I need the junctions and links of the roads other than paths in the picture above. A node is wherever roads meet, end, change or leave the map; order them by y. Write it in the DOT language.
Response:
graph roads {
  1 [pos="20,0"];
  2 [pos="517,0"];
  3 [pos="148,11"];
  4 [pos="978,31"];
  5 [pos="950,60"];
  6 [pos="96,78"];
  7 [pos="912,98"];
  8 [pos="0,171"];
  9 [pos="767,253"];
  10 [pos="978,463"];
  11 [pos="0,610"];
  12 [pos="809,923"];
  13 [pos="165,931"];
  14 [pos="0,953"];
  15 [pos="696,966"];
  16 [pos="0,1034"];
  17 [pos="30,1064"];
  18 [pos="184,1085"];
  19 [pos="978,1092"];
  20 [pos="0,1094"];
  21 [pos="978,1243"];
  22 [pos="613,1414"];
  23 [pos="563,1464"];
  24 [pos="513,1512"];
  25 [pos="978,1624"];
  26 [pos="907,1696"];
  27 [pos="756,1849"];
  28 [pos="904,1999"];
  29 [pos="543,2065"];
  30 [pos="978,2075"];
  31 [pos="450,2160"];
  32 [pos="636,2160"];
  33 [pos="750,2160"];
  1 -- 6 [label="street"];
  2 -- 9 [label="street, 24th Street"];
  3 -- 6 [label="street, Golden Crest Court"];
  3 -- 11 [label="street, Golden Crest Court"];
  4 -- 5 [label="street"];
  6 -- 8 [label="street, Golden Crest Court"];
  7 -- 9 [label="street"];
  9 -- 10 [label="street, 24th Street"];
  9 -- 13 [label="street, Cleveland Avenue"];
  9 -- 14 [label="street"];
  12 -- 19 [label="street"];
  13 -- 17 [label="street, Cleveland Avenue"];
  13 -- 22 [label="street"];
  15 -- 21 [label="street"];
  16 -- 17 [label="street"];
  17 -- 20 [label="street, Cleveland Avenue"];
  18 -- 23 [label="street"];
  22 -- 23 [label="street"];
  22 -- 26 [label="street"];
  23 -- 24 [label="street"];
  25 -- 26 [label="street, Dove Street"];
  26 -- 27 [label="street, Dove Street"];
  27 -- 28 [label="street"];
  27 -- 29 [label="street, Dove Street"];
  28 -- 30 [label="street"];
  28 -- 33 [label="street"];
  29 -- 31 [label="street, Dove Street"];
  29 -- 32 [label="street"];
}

Exercise description
Please repeat the listing exactly, with nothing left out.

The answer
I need the junctions and links of the roads other than paths in the picture above. A node is wherever roads meet, end, change or leave the map; order them by y. Write it in the DOT language.
Response:
graph roads {
  1 [pos="20,0"];
  2 [pos="517,0"];
  3 [pos="148,11"];
  4 [pos="978,31"];
  5 [pos="950,60"];
  6 [pos="96,78"];
  7 [pos="912,98"];
  8 [pos="0,171"];
  9 [pos="767,253"];
  10 [pos="978,463"];
  11 [pos="0,610"];
  12 [pos="809,923"];
  13 [pos="165,931"];
  14 [pos="0,953"];
  15 [pos="696,966"];
  16 [pos="0,1034"];
  17 [pos="30,1064"];
  18 [pos="184,1085"];
  19 [pos="978,1092"];
  20 [pos="0,1094"];
  21 [pos="978,1243"];
  22 [pos="613,1414"];
  23 [pos="563,1464"];
  24 [pos="513,1512"];
  25 [pos="978,1624"];
  26 [pos="907,1696"];
  27 [pos="756,1849"];
  28 [pos="904,1999"];
  29 [pos="543,2065"];
  30 [pos="978,2075"];
  31 [pos="450,2160"];
  32 [pos="636,2160"];
  33 [pos="750,2160"];
  1 -- 6 [label="street"];
  2 -- 9 [label="street, 24th Street"];
  3 -- 6 [label="street, Golden Crest Court"];
  3 -- 11 [label="street, Golden Crest Court"];
  4 -- 5 [label="street"];
  6 -- 8 [label="street, Golden Crest Court"];
  7 -- 9 [label="street"];
  9 -- 10 [label="street, 24th Street"];
  9 -- 13 [label="street, Cleveland Avenue"];
  9 -- 14 [label="street"];
  12 -- 19 [label="street"];
  13 -- 17 [label="street, Cleveland Avenue"];
  13 -- 22 [label="street"];
  15 -- 21 [label="street"];
  16 -- 17 [label="street"];
  17 -- 20 [label="street, Cleveland Avenue"];
  18 -- 23 [label="street"];
  22 -- 23 [label="street"];
  22 -- 26 [label="street"];
  23 -- 24 [label="street"];
  25 -- 26 [label="street, Dove Street"];
  26 -- 27 [label="street, Dove Street"];
  27 -- 28 [label="street"];
  27 -- 29 [label="street, Dove Street"];
  28 -- 30 [label="street"];
  28 -- 33 [label="street"];
  29 -- 31 [label="street, Dove Street"];
  29 -- 32 [label="street"];
}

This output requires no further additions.